Mais do que um canal de comercialização, a exportação de bovinos vivos está se consolidando como um novo componente na formação dos preços da pecuária brasileira. Ao disputar animais com a indústria frigorífica, cria uma alternativa de mercado para o produtor, reduz a concentração da demanda e amplia a competição pela matéria-prima. Seus efeitos já são percebidos não apenas no boi gordo, mas também nas categorias de reposição, como terneiros, sobreanos e bois magros.

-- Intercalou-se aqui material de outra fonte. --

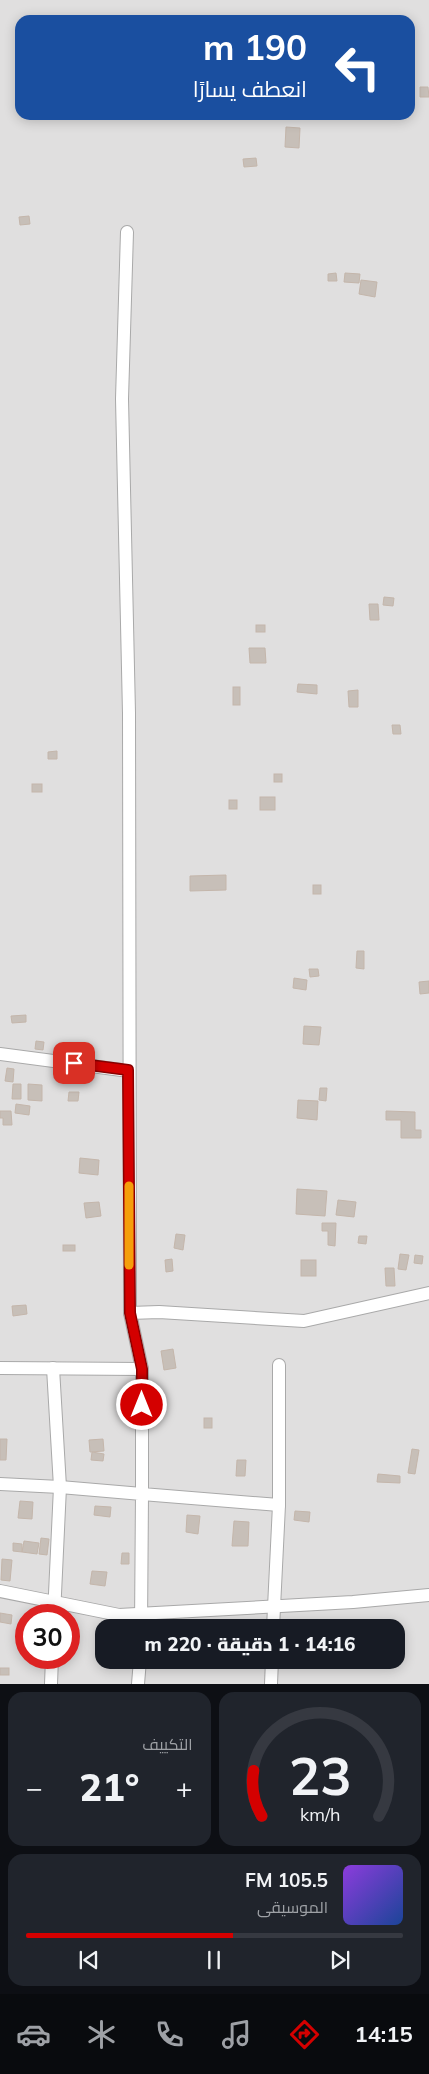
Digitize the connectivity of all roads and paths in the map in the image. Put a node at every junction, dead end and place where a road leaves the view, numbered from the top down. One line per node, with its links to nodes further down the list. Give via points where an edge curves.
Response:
1 (127, 232): 3 (street, via 122,399 129,713)
2 (0, 1054): 3 (street)
3 (128, 1070): 5 (street)
4 (429, 1293): 5 (street, via 304,1321)
5 (130, 1313): 9 (street)
6 (279, 1365): 13 (street)
7 (0, 1368): 8 (street)
8 (53, 1368): 9 (street); 11 (street)
9 (142, 1369): 12 (street)
10 (0, 1484): 11 (street)
11 (60, 1487): 12 (street); 17 (street)
12 (142, 1494): 13 (street); 20 (street)
13 (279, 1504): 18 (street)
14 (0, 1592): 16 (street)
15 (429, 1595): 18 (street)
16 (38, 1604)
17 (54, 1604)
18 (274, 1606): 20 (street); 22 (street)
19 (80, 1611): 20 (street)
20 (142, 1614): 21 (street)
21 (142, 1619)
22 (273, 1619)
23 (52, 1669): 26 (street)
24 (139, 1669): 27 (street)
25 (272, 1669): 28 (street)
26 (51, 1684)
27 (138, 1684)
28 (271, 1684)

Durante décadas, a remuneração do pecuarista esteve fortemente ligada ao equilíbrio entre oferta de animais e capacidade de compra dos frigoríficos. Agora, essa equação começa a mudar. Nos cinco primeiros meses de 2026, a exportação de bovinos vivos movimentou quase US$ 650 milhões, impulsionada principalmente por mercados como Turquia, Marrocos e Iraque. Mais importante do que o valor exportado é o sinal que ele transmite: a demanda internacional está crescendo, novos mercados continuam sendo abertos e a exportação de gado vivo passa a se consolidar como um agente permanente na formação dos preços da pecuária brasileira.
Fonte: Athenagro
O ponto central da discussão não é classificar a exportação de gado vivo como positiva ou negativa. O que merece atenção é o seu impacto sobre a dinâmica do mercado. Quando aumenta o número de compradores disputando a mesma matéria-prima, cresce a liquidez, melhora o poder de negociação do produtor e surgem novas referências para a formação de preços ao longo da cadeia.
O desafio para os pecuaristas é compreender como essa transformação pode influenciar a rentabilidade da cria, da recria e da engorda nos próximos anos. Quem entender essa mudança de cenário estará mais preparado para tomar decisões estratégicas em um mercado cada vez mais disputado.